→ Exercise requirements
Should a line in the entries below contain "pixels", return that line.

→ Stored data
* * * * *

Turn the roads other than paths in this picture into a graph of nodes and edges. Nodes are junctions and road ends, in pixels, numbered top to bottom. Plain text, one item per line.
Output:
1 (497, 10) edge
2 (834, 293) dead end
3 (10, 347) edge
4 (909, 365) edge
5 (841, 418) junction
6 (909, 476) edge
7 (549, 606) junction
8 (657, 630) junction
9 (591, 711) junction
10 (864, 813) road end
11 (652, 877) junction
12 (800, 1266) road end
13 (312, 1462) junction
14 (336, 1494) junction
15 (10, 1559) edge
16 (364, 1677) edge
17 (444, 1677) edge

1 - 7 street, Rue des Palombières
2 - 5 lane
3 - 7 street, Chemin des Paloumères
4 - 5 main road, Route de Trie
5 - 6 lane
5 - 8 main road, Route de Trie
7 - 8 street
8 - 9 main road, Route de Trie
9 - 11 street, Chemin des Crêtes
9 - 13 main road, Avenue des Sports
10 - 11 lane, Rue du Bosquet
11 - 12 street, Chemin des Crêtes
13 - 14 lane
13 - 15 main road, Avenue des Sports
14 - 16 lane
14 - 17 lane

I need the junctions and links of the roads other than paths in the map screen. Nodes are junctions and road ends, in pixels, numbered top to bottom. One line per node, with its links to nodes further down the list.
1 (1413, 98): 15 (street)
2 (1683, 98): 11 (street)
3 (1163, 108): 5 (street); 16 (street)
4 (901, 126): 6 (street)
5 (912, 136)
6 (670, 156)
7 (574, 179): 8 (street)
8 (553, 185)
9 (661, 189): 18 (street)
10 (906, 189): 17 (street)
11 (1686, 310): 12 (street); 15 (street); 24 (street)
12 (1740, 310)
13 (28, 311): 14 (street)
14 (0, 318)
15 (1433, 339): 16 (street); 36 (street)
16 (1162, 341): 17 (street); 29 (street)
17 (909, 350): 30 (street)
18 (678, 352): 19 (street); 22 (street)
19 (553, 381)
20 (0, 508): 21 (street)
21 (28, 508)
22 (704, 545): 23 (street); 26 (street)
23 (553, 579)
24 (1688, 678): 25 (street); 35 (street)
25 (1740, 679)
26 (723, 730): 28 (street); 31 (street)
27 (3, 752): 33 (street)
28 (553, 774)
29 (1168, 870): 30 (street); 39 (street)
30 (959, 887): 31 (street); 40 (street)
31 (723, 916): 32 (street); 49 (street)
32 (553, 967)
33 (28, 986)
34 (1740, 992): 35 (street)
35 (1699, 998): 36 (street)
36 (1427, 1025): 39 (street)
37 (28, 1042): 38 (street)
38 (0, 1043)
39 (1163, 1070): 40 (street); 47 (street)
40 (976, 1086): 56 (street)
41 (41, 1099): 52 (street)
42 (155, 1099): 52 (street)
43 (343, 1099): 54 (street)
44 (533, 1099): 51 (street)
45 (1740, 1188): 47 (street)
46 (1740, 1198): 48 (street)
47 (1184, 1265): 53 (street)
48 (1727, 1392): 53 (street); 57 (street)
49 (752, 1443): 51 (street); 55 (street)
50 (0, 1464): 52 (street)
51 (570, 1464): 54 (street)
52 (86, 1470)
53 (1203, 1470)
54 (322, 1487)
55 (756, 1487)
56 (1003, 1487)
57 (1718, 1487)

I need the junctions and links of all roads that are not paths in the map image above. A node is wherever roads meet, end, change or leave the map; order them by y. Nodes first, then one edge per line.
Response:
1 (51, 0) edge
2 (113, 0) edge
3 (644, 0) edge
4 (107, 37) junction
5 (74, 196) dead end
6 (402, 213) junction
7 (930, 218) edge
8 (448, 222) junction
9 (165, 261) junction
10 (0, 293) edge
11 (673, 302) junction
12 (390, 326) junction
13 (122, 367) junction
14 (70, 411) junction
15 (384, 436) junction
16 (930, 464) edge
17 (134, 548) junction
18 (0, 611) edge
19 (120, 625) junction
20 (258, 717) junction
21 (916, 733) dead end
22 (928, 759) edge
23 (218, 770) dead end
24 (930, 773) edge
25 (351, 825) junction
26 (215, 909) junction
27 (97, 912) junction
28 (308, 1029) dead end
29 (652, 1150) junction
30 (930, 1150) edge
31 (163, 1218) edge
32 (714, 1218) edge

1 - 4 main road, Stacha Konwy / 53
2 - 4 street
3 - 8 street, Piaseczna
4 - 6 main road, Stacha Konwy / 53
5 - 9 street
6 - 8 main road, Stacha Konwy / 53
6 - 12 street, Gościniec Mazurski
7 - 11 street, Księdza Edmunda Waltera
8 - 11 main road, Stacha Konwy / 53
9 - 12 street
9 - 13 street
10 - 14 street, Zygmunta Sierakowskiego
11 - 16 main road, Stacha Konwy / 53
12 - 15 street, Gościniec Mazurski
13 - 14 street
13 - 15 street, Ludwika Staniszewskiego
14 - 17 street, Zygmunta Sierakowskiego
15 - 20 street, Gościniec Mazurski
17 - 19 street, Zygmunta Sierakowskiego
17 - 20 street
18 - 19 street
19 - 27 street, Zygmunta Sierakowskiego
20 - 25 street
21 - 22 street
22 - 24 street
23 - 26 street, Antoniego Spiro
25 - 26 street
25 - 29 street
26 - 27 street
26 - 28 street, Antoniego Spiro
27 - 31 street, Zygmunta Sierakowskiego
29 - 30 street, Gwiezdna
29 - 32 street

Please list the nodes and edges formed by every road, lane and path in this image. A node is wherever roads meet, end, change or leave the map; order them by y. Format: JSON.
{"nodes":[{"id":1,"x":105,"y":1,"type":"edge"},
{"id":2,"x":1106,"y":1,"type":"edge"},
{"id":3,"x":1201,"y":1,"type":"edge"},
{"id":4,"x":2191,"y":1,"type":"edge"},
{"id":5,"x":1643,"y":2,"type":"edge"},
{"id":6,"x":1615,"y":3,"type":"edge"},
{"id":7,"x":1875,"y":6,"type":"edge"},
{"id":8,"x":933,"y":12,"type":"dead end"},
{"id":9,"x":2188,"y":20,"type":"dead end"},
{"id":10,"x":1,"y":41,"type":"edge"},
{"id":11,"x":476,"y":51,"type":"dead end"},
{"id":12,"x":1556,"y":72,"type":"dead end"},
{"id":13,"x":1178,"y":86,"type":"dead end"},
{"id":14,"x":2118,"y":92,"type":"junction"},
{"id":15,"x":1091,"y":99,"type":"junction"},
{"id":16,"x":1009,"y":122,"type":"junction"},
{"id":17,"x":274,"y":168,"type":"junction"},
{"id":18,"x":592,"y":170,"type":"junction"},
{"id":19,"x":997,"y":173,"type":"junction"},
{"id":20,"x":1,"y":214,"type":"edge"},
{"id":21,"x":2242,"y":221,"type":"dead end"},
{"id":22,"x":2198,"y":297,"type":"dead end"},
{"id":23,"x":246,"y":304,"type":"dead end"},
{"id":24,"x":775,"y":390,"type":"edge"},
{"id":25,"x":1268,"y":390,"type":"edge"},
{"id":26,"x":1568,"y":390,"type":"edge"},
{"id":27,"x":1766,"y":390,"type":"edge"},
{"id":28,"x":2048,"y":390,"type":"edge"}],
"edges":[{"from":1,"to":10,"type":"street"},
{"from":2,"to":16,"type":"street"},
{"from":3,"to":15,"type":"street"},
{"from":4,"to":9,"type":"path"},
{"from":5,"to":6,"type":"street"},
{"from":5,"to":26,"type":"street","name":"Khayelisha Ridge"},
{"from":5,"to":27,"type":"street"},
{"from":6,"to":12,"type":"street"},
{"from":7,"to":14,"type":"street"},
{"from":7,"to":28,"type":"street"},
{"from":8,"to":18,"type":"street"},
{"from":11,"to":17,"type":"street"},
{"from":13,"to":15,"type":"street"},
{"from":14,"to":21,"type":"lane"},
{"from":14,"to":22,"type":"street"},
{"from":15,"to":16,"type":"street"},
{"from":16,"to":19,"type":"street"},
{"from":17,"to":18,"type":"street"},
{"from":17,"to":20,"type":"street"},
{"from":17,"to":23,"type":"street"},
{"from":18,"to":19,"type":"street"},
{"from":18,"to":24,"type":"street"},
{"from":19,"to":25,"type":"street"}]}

* * * * *

→ Response to this task
Turn the roads other than paths in this picture into a graph of nodes and edges. Nodes are junctions and road ends, in pixels, numbered top to bottom. Plain text, one item per line.
I need the junctions and links of the roads other than paths in the map screen. Nodes are junctions and road ends, in pixels, numbered top to bottom. One line per node, with its links to nodes further down the list.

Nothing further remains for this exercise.